We demonstrated that children were more distracted by unexpected and task-irrelevant novel sounds than adults. All children groups were more distracted by novel than by repeated sounds while adults were similarly distracted by novel and repeated sounds. Especially younger children were initially highly susceptible to novel sounds, but distraction effects disproportionately decreased with the number of presented sounds, indicating an interaction of distraction effects with short-term learning processes.

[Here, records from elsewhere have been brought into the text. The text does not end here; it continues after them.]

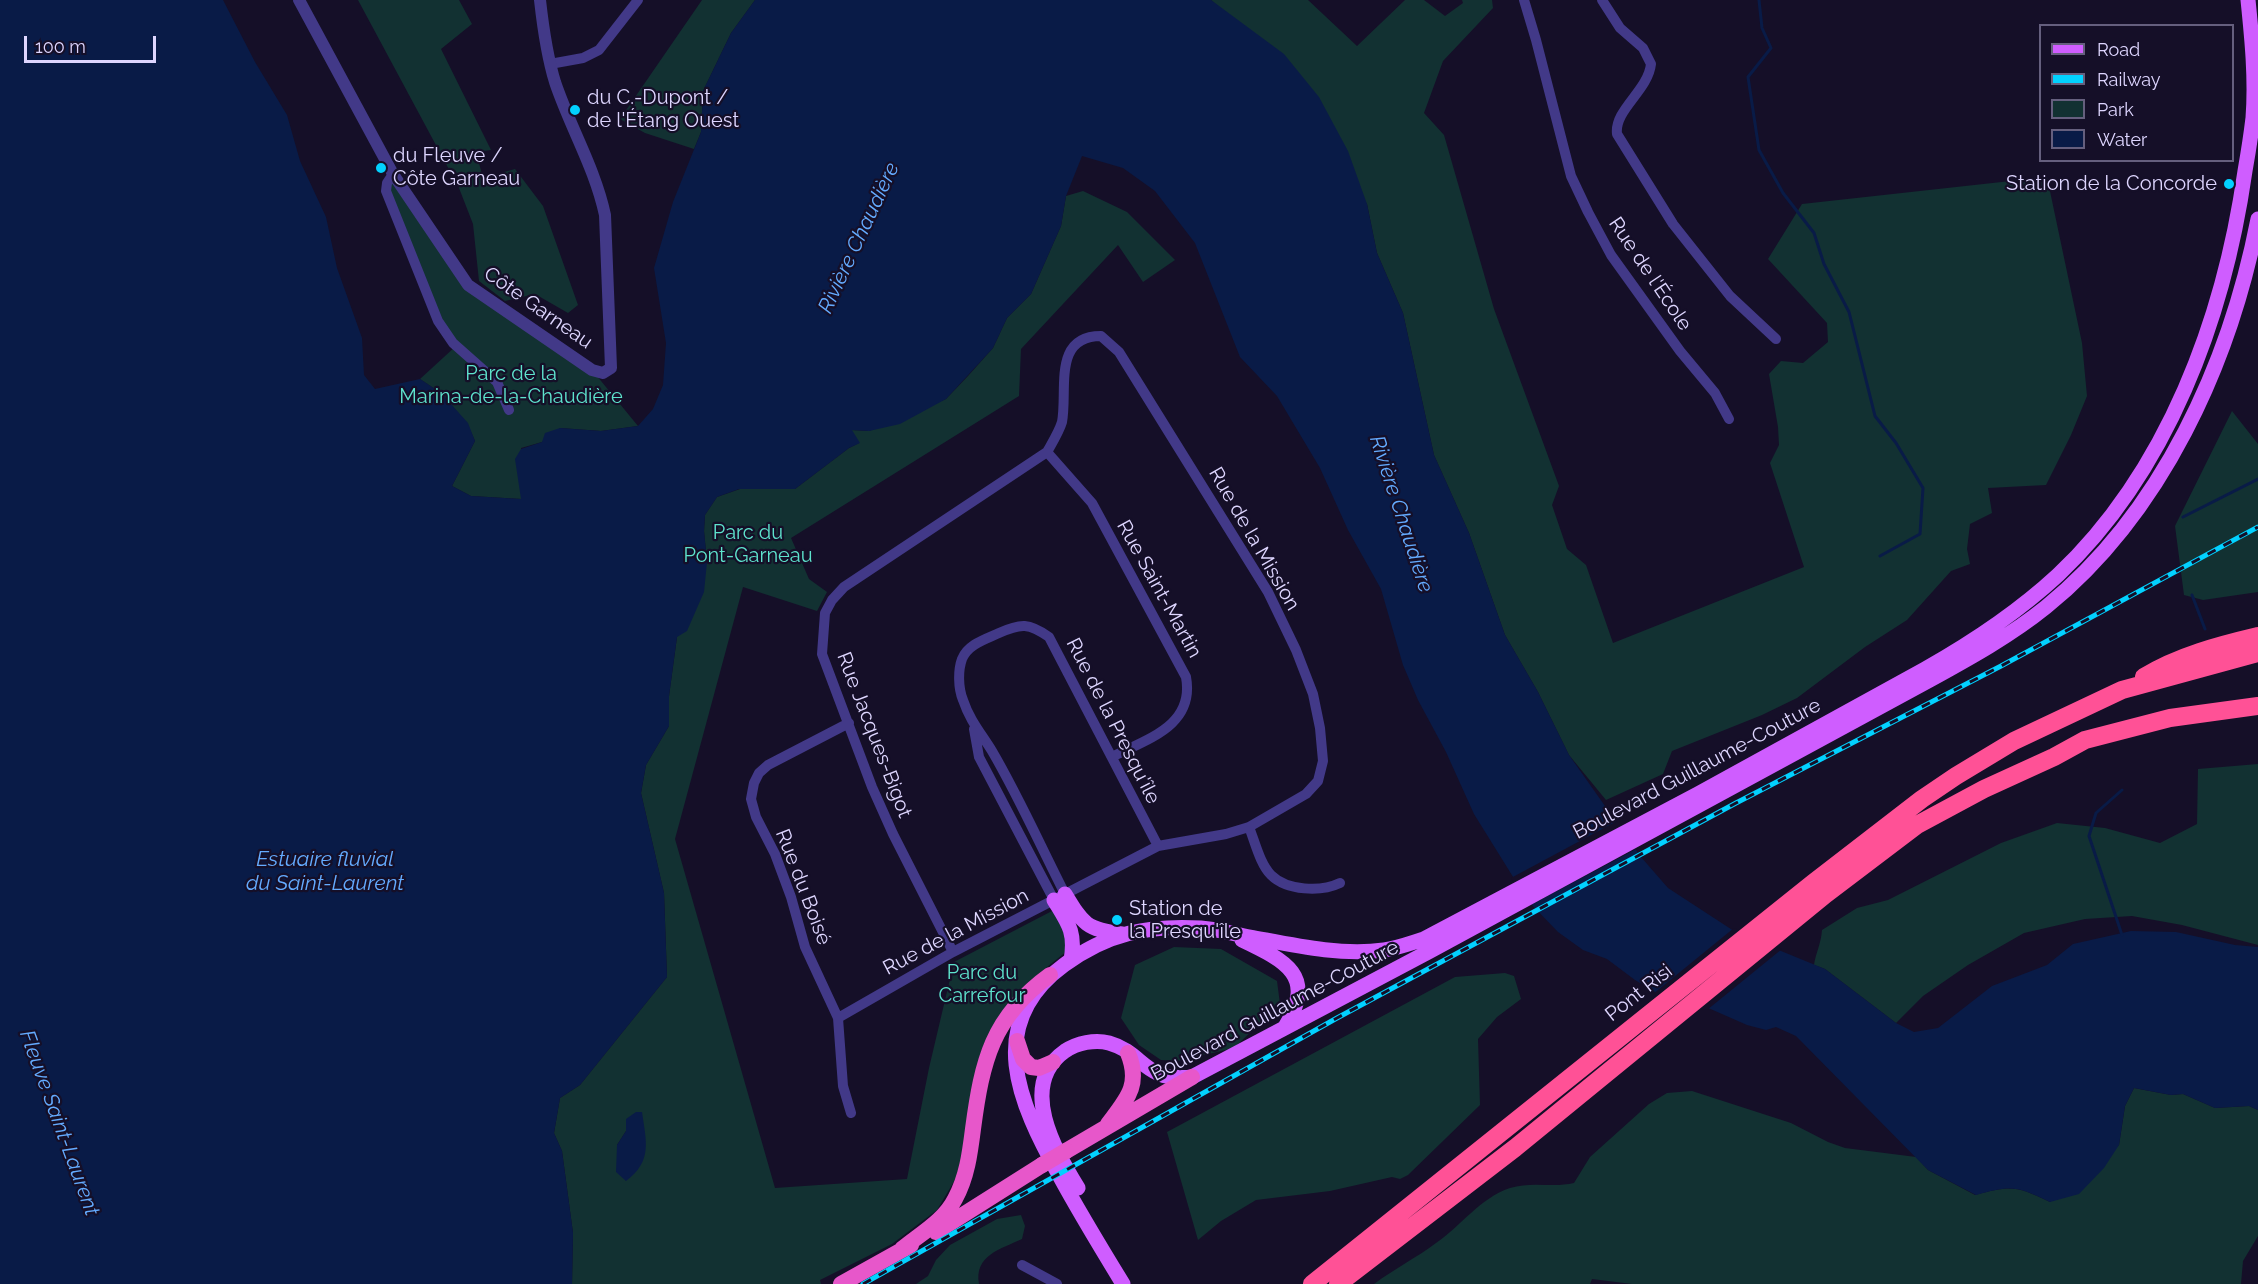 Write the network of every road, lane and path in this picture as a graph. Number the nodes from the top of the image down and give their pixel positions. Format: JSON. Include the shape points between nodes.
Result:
{"nodes":[{"id":1,"x":299,"y":0,"type":"edge"},
{"id":2,"x":540,"y":0,"type":"edge"},
{"id":3,"x":638,"y":0,"type":"edge"},
{"id":4,"x":1524,"y":0,"type":"edge"},
{"id":5,"x":1602,"y":0,"type":"edge"},
{"id":6,"x":2248,"y":0,"type":"edge"},
{"id":7,"x":550,"y":64,"type":"junction"},
{"id":8,"x":2256,"y":119,"type":"edge"},
{"id":9,"x":393,"y":174,"type":"junction"},
{"id":10,"x":2258,"y":219,"type":"edge"},
{"id":11,"x":1776,"y":339,"type":"dead end"},
{"id":12,"x":509,"y":410,"type":"dead end"},
{"id":13,"x":1729,"y":419,"type":"dead end"},
{"id":14,"x":1047,"y":452,"type":"junction"},
{"id":15,"x":2258,"y":636,"type":"edge"},
{"id":16,"x":2258,"y":653,"type":"edge"},
{"id":17,"x":2122,"y":690,"type":"junction"},
{"id":18,"x":2258,"y":706,"type":"edge"},
{"id":19,"x":2258,"y":718,"type":"edge"},
{"id":20,"x":849,"y":723,"type":"junction"},
{"id":21,"x":1112,"y":758,"type":"junction"},
{"id":22,"x":2054,"y":758,"type":"junction"},
{"id":23,"x":1701,"y":799,"type":"junction"},
{"id":24,"x":1249,"y":827,"type":"junction"},
{"id":25,"x":1158,"y":846,"type":"junction"},
{"id":26,"x":1340,"y":883,"type":"dead end"},
{"id":27,"x":1820,"y":889,"type":"junction"},
{"id":28,"x":1060,"y":897,"type":"junction"},
{"id":29,"x":1229,"y":933,"type":"junction"},
{"id":30,"x":1122,"y":934,"type":"junction"},
{"id":31,"x":1427,"y":945,"type":"junction"},
{"id":32,"x":953,"y":952,"type":"junction"},
{"id":33,"x":1071,"y":960,"type":"junction"},
{"id":34,"x":1050,"y":975,"type":"junction"},
{"id":35,"x":838,"y":1018,"type":"junction"},
{"id":36,"x":1284,"y":1029,"type":"junction"},
{"id":37,"x":1017,"y":1041,"type":"junction"},
{"id":38,"x":1128,"y":1053,"type":"junction"},
{"id":39,"x":1053,"y":1062,"type":"junction"},
{"id":40,"x":1192,"y":1077,"type":"junction"},
{"id":41,"x":851,"y":1113,"type":"dead end"},
{"id":42,"x":1103,"y":1129,"type":"junction"},
{"id":43,"x":902,"y":1249,"type":"junction"},
{"id":44,"x":1022,"y":1265,"type":"dead end"},
{"id":45,"x":841,"y":1284,"type":"edge"},
{"id":46,"x":1057,"y":1284,"type":"edge"},
{"id":47,"x":1123,"y":1284,"type":"edge"},
{"id":48,"x":1134,"y":1284,"type":"edge"},
{"id":49,"x":1311,"y":1284,"type":"edge"},
{"id":50,"x":1338,"y":1284,"type":"edge"}],
"edges":[{"from":1,"to":9,"type":"street","name":"Côte Garneau"},
{"from":2,"to":7,"type":"street"},
{"from":3,"to":7,"type":"street","via":[[599,50],[583,58]]},
{"from":4,"to":13,"type":"street","name":"Rue de l'École","via":[[1571,176],[1611,255],[1715,393]]},
{"from":5,"to":11,"type":"street","via":[[1620,28],[1643,48],[1651,64],[1646,82],[1618,121],[1617,134],[1673,224],[1707,269]]},
{"from":6,"to":8,"type":"main road","name":"Boulevard Guillaume-Couture"},
{"from":7,"to":9,"type":"street","name":"Côte Garneau","via":[[600,190],[605,215],[611,357],[608,372],[592,370],[468,285]]},
{"from":8,"to":23,"type":"main road","name":"Boulevard Guillaume-Couture","via":[[2221,290],[2199,354],[2151,454],[2100,527],[2059,574],[1993,628]]},
{"from":9,"to":12,"type":"street","via":[[386,191],[438,321],[453,343],[497,382]]},
{"from":10,"to":23,"type":"main road","name":"Boulevard Guillaume-Couture","via":[[2230,328],[2194,417],[2123,528],[2076,579],[2046,607],[1969,659]]},
{"from":14,"to":20,"type":"street","name":"Rue Jacques-Bigot","via":[[844,587],[832,600],[825,613],[822,654]]},
{"from":14,"to":21,"type":"street","name":"Rue Saint-Martin","via":[[1092,503],[1186,677],[1189,690],[1178,718]]},
{"from":14,"to":24,"type":"street","name":"Rue de la Mission","via":[[1061,424],[1068,353],[1075,343],[1089,336],[1101,336],[1119,352],[1268,592],[1313,694],[1323,761],[1318,781],[1306,794]]},
{"from":15,"to":17,"type":"highway","via":[[2160,667]]},
{"from":16,"to":17,"type":"highway"},
{"from":17,"to":27,"type":"highway","via":[[1989,754],[1922,799]]},
{"from":18,"to":22,"type":"highway","via":[[2132,726],[2085,740]]},
{"from":19,"to":22,"type":"highway","via":[[2186,725]]},
{"from":20,"to":32,"type":"street","name":"Rue Jacques-Bigot","via":[[892,834]]},
{"from":20,"to":35,"type":"street","name":"Rue du Boisé","via":[[768,765],[759,773],[751,799],[791,897],[805,947]]},
{"from":21,"to":25,"type":"street","name":"Rue de la Presqu'île"},
{"from":21,"to":28,"type":"street","name":"Rue de la Presqu'île","via":[[1049,637],[1034,627],[1013,627],[972,646],[963,658],[961,697],[974,726],[979,757]]},
{"from":22,"to":27,"type":"highway","via":[[1917,825]]},
{"from":23,"to":31,"type":"main road","name":"Boulevard Guillaume-Couture"},
{"from":24,"to":25,"type":"street","name":"Rue de la Mission"},
{"from":24,"to":26,"type":"street","via":[[1272,876],[1311,889]]},
{"from":25,"to":28,"type":"street","name":"Rue de la Mission"},
{"from":27,"to":49,"type":"highway","name":"Pont Risi","via":[[1494,1137]]},
{"from":27,"to":50,"type":"highway","name":"Pont Risi","via":[[1515,1148]]},
{"from":28,"to":30,"type":"main road","via":[[1093,928]]},
{"from":28,"to":32,"type":"street","name":"Rue de la Mission"},
{"from":28,"to":33,"type":"main road","via":[[1074,942]]},
{"from":29,"to":30,"type":"main road","name":"Boulevard Guillaume-Couture","via":[[1176,927]]},
{"from":29,"to":31,"type":"main road","name":"Boulevard Guillaume-Couture","via":[[1337,951]]},
{"from":29,"to":36,"type":"main road","via":[[1282,962],[1294,975],[1299,1000]]},
{"from":30,"to":33,"type":"main road","name":"Boulevard Guillaume-Couture"},
{"from":31,"to":36,"type":"main road","name":"Boulevard Guillaume-Couture"},
{"from":32,"to":35,"type":"street","name":"Rue de la Mission"},
{"from":33,"to":34,"type":"main road","name":"Boulevard Guillaume-Couture"},
{"from":34,"to":37,"type":"main road","via":[[1023,1012]]},
{"from":34,"to":43,"type":"highway","name":"Boulevard Guillaume-Couture","via":[[1017,1003],[991,1044],[978,1089],[964,1179],[954,1201],[944,1216]]},
{"from":35,"to":41,"type":"street","name":"Rue du Boisé","via":[[843,1086]]},
{"from":36,"to":40,"type":"main road","name":"Boulevard Guillaume-Couture"},
{"from":37,"to":39,"type":"highway","via":[[1023,1059],[1031,1067]]},
{"from":37,"to":47,"type":"main road","via":[[1018,1083],[1036,1133]]},
{"from":38,"to":39,"type":"main road","via":[[1108,1042],[1090,1042],[1070,1048]]},
{"from":38,"to":40,"type":"main road","via":[[1160,1075]]},
{"from":38,"to":42,"type":"highway","via":[[1134,1082],[1130,1094]]},
{"from":39,"to":48,"type":"main road","via":[[1044,1076],[1043,1115],[1075,1184]]},
{"from":40,"to":42,"type":"highway","name":"Boulevard Guillaume-Couture"},
{"from":42,"to":43,"type":"highway","name":"Boulevard Guillaume-Couture","bridge":true},
{"from":43,"to":45,"type":"highway","name":"Boulevard Guillaume-Couture"},
{"from":44,"to":46,"type":"street"}]}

The age-related impact of short-term learning processes on attention control has important implications for further research. First, results demand for the analysis of timelines of distraction effects in addition to mean values in developmental studies as averaging may distort results. This might partly explain the inconsistent findings on distractibility in middle childhood, because experiments differ in the number of presented sounds. Second, attention control is modulated by short-term learning processes. We discussed two models on the neuronal and cognitive level, that have to be further specified and integrated in developmental attention models. Third, in everyday life, distractor sounds occur randomly and uniquely. This results in attentional distraction, which corresponds to the distraction effects observed in the first novel block, that significantly differ between age groups. Consequently, effects of attentional distraction in real-life learning environments are probably much stronger than estimated by previous studies. On the other hand, if children have the opportunity to learn that distractors can occur in a certain context, then they are able to successfully control attention better than assumed. An enhanced understanding of the developmental trajectory of attention control in the presence of distracting events and the specification of involved learning processes is crucial to understand and treat attention disorders and to provide optimal learning environments for children. The design of such learning environments can take into account age-related initial strong distraction by unexpected novel events and exploit fast learning of attention control.